**YOUR INSTRUCTIONS:** Repeat word for word the lines from the top of the records through the line containing "0,399px 0,400px 47px,326px", and skip the pictures.

### GIVEN INFORMATION

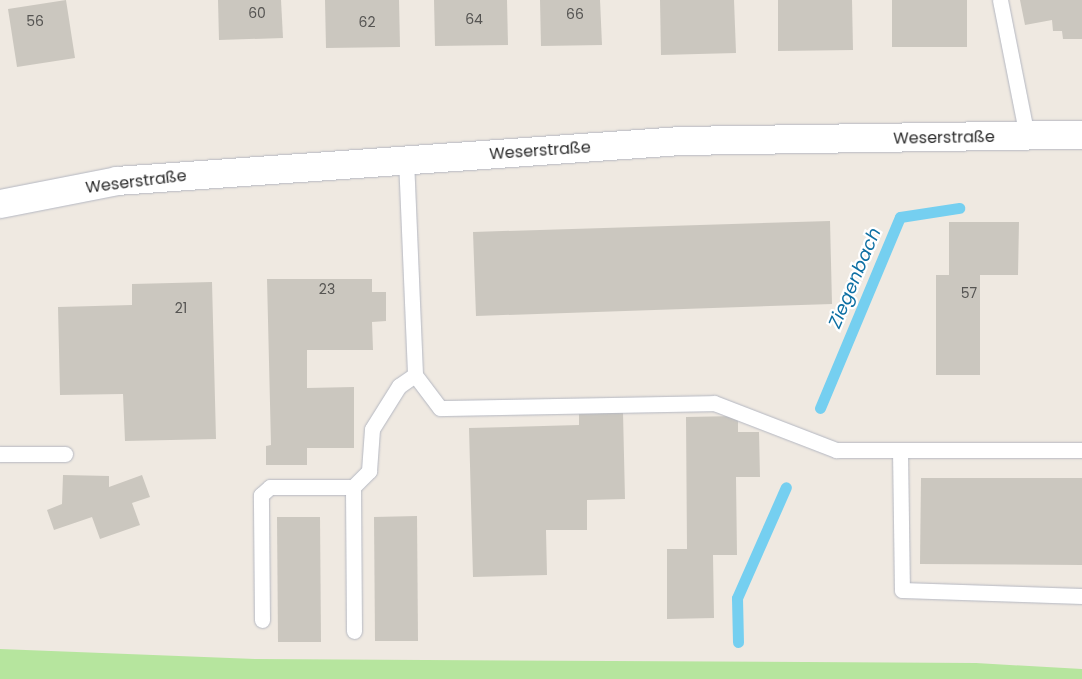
<!DOCTYPE html>
<meta charset="utf-8">
<style>
body{margin:0}
#map{position:relative;width:1082px;height:679px;overflow:hidden;background:#efe9e1;font-family:Poppins,sans-serif}
div>[style]{position:absolute}
[style*='--x']{left:calc(var(--x)*1px);top:calc(var(--y)*1px);width:calc(var(--w)*1px);rotate:calc(var(--a)*1deg)}
.green>*{inset:0;background:#b6e59e}
.stream>*{height:11px;margin:-5.5px;padding:0 5.5px;transform-origin:5.5px;border-radius:5.5px;background:#75cff0}
.building>*{inset:0;background:#cbc7bf}
.roads{filter:drop-shadow(0 0 1px #b4b7c1) drop-shadow(0 0 1px #b4b7c1)}
.lane>*{height:15px;margin:-7.5px;padding:0 7.5px;transform-origin:7.5px;border-radius:7.5px;background:#fff}
.secondary>*{height:28px;margin:-14px;padding:0 14px;transform-origin:14px;border-radius:14px;background:#fff}
span{translate:-50% -50%;white-space:nowrap;text-align:center;line-height:1.15;-webkit-text-stroke:4.5px #fff;paint-order:stroke}
.number-label{font-size:14px;color:#555452}
.number-label span{-webkit-text-stroke-width:0}
.street-label{font-size:16px;color:#2e2e2e}
.water-label{font-size:18px;color:#0d6fa3;font-style:italic}
</style>
<div id="map">
<div class="green">
<div style="clip-path:polygon(0 649px,255px 659px,976px 663px,1082px 669px,1082px 679px,0 679px)"></div>
</div>
<div class="stream">
<div style="--x:820;--y:408;--w:207;--a:-67.3"></div>
<div style="--x:900;--y:217;--w:60;--a:-8.7"></div>
<div style="--x:738;--y:642;--w:44;--a:-91.3"></div>
<div style="--x:737;--y:598;--w:121;--a:-66.2"></div>
</div>
<div class="building">
<div style="clip-path:polygon(66px 0,75px 58px,17px 67px,8px 9px)"></div>
<div style="clip-path:polygon(218px 0,281px 0,283px 38px,219px 40px)"></div>
<div style="clip-path:polygon(325px 0,399px 0,400px 47px,326px 48px)"></div>
<div style="clip-path:polygon(434px 0,507px 0,508px 45px,435px 46px)"></div>
<div style="clip-path:polygon(540px 0,600px 0,602px 45px,541px 46px)"></div>
<div style="clip-path:polygon(660px 0,734px 0,736px 53px,661px 55px)"></div>
<div style="clip-path:polygon(778px 0,852px 0,853px 50px,778px 51px)"></div>
<div style="clip-path:polygon(892px 0,967px 0,967px 47px,892px 47px)"></div>
<div style="clip-path:polygon(1020px 0,1082px 0,1082px 39px,1063px 39px,1062px 31px,1053px 31px,1052px 20px,1025px 25px)"></div>
<div style="clip-path:polygon(830px 221px,832px 304px,476px 316px,473px 232px)"></div>
<div style="clip-path:polygon(949px 222px,1019px 222px,1018px 275px,980px 275px,980px 375px,936px 375px,936px 275px,949px 275px)"></div>
<div style="clip-path:polygon(267px 279px,372px 279px,372px 292px,386px 292px,386px 321px,372px 322px,373px 350px,307px 350px,307px 388px,354px 387px,354px 448px,307px 448px,307px 465px,266px 465px,266px 446px,271px 445px)"></div>
<div style="clip-path:polygon(212px 282px,216px 439px,125px 441px,123px 394px,60px 395px,58px 307px,132px 305px,132px 284px)"></div>
<div style="clip-path:polygon(623px 412px,625px 499px,587px 500px,587px 530px,546px 530px,547px 575px,473px 577px,469px 428px,579px 425px,579px 414px)"></div>
<div style="clip-path:polygon(738px 416px,738px 432px,759px 432px,760px 477px,736px 477px,737px 555px,713px 555px,714px 618px,667px 619px,667px 549px,687px 549px,686px 417px)"></div>
<div style="clip-path:polygon(63px 475px,109px 476px,109px 487px,142px 475px,150px 497px,132px 503px,140px 525px,100px 539px,92px 517px,54px 530px,47px 510px,62px 504px)"></div>
<div style="clip-path:polygon(921px 478px,1082px 478px,1082px 565px,920px 564px)"></div>
<div style="clip-path:polygon(417px 516px,418px 641px,375px 641px,374px 517px)"></div>
<div style="clip-path:polygon(277px 517px,320px 517px,321px 642px,278px 642px)"></div>
</div>
<div class="roads">
<div class="lane">
<div style="--x:1000;--y:0;--w:139;--a:78.8"></div>
<div style="--x:406;--y:159;--w:216;--a:87.6"></div>
<div style="--x:415;--y:375;--w:41;--a:52.9"></div>
<div style="--x:440;--y:408;--w:274;--a:-1"></div>
<div style="--x:714;--y:403;--w:131;--a:21.1"></div>
<div style="--x:836;--y:450;--w:246;--a:0"></div>
<div style="--x:900;--y:450;--w:140;--a:89.2"></div>
<div style="--x:902;--y:590;--w:180;--a:1.9"></div>
<div style="--x:0;--y:454;--w:65;--a:0"></div>
<div style="--x:262;--y:620;--w:125;--a:-90.5"></div>
<div style="--x:261;--y:495;--w:12;--a:-42"></div>
<div style="--x:270;--y:487;--w:83;--a:0"></div>
<div style="--x:354;--y:631;--w:144;--a:-90.4"></div>
<div style="--x:353;--y:487;--w:23;--a:-45"></div>
<div style="--x:369;--y:471;--w:42;--a:-85.9"></div>
<div style="--x:372;--y:429;--w:51;--a:-57.9"></div>
<div style="--x:399;--y:386;--w:19;--a:-35"></div>
</div>
<div class="secondary">
<div style="--x:0;--y:204;--w:119;--a:-11.1"></div>
<div style="--x:117;--y:181;--w:564;--a:-4.06"></div>
<div style="--x:680;--y:141;--w:402;--a:-0.9"></div>
</div>
</div>
<div class="number-label">
<span style="left:257px;top:13px">60</span>
<span style="left:575px;top:14px">66</span>
<span style="left:474px;top:19px">64</span>
<span style="left:35px;top:21px">56</span>
<span style="left:367px;top:22px">62</span>
<span style="left:327px;top:289px">23</span>
<span style="left:969px;top:293px">57</span>
<span style="left:181px;top:308px">21</span>
</div>
<div class="street-label">
<span style="left:944px;top:138px;rotate:-1deg">Weserstraße</span>
<span style="left:540px;top:151px;rotate:-4deg">Weserstraße</span>
<span style="left:136px;top:182px;rotate:-7deg">Weserstraße</span>
</div>
<div class="water-label">
<span style="left:855px;top:278px;rotate:-67deg">Ziegenbach</span>
</div>
</div>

######

**REPLY TO THE TASK:**
<!DOCTYPE html>
<meta charset="utf-8">
<style>
body{margin:0}
#map{position:relative;width:1082px;height:679px;overflow:hidden;background:#efe9e1;font-family:Poppins,sans-serif}
div>[style]{position:absolute}
[style*='--x']{left:calc(var(--x)*1px);top:calc(var(--y)*1px);width:calc(var(--w)*1px);rotate:calc(var(--a)*1deg)}
.green>*{inset:0;background:#b6e59e}
.stream>*{height:11px;margin:-5.5px;padding:0 5.5px;transform-origin:5.5px;border-radius:5.5px;background:#75cff0}
.building>*{inset:0;background:#cbc7bf}
.roads{filter:drop-shadow(0 0 1px #b4b7c1) drop-shadow(0 0 1px #b4b7c1)}
.lane>*{height:15px;margin:-7.5px;padding:0 7.5px;transform-origin:7.5px;border-radius:7.5px;background:#fff}
.secondary>*{height:28px;margin:-14px;padding:0 14px;transform-origin:14px;border-radius:14px;background:#fff}
span{translate:-50% -50%;white-space:nowrap;text-align:center;line-height:1.15;-webkit-text-stroke:4.5px #fff;paint-order:stroke}
.number-label{font-size:14px;color:#555452}
.number-label span{-webkit-text-stroke-width:0}
.street-label{font-size:16px;color:#2e2e2e}
.water-label{font-size:18px;color:#0d6fa3;font-style:italic}
</style>
<div id="map">
<div class="green">
<div style="clip-path:polygon(0 649px,255px 659px,976px 663px,1082px 669px,1082px 679px,0 679px)"></div>
</div>
<div class="stream">
<div style="--x:820;--y:408;--w:207;--a:-67.3"></div>
<div style="--x:900;--y:217;--w:60;--a:-8.7"></div>
<div style="--x:738;--y:642;--w:44;--a:-91.3"></div>
<div style="--x:737;--y:598;--w:121;--a:-66.2"></div>
</div>
<div class="building">
<div style="clip-path:polygon(66px 0,75px 58px,17px 67px,8px 9px)"></div>
<div style="clip-path:polygon(218px 0,281px 0,283px 38px,219px 40px)"></div>
<div style="clip-path:polygon(325px 0,399px 0,400px 47px,326px 48px)"></div>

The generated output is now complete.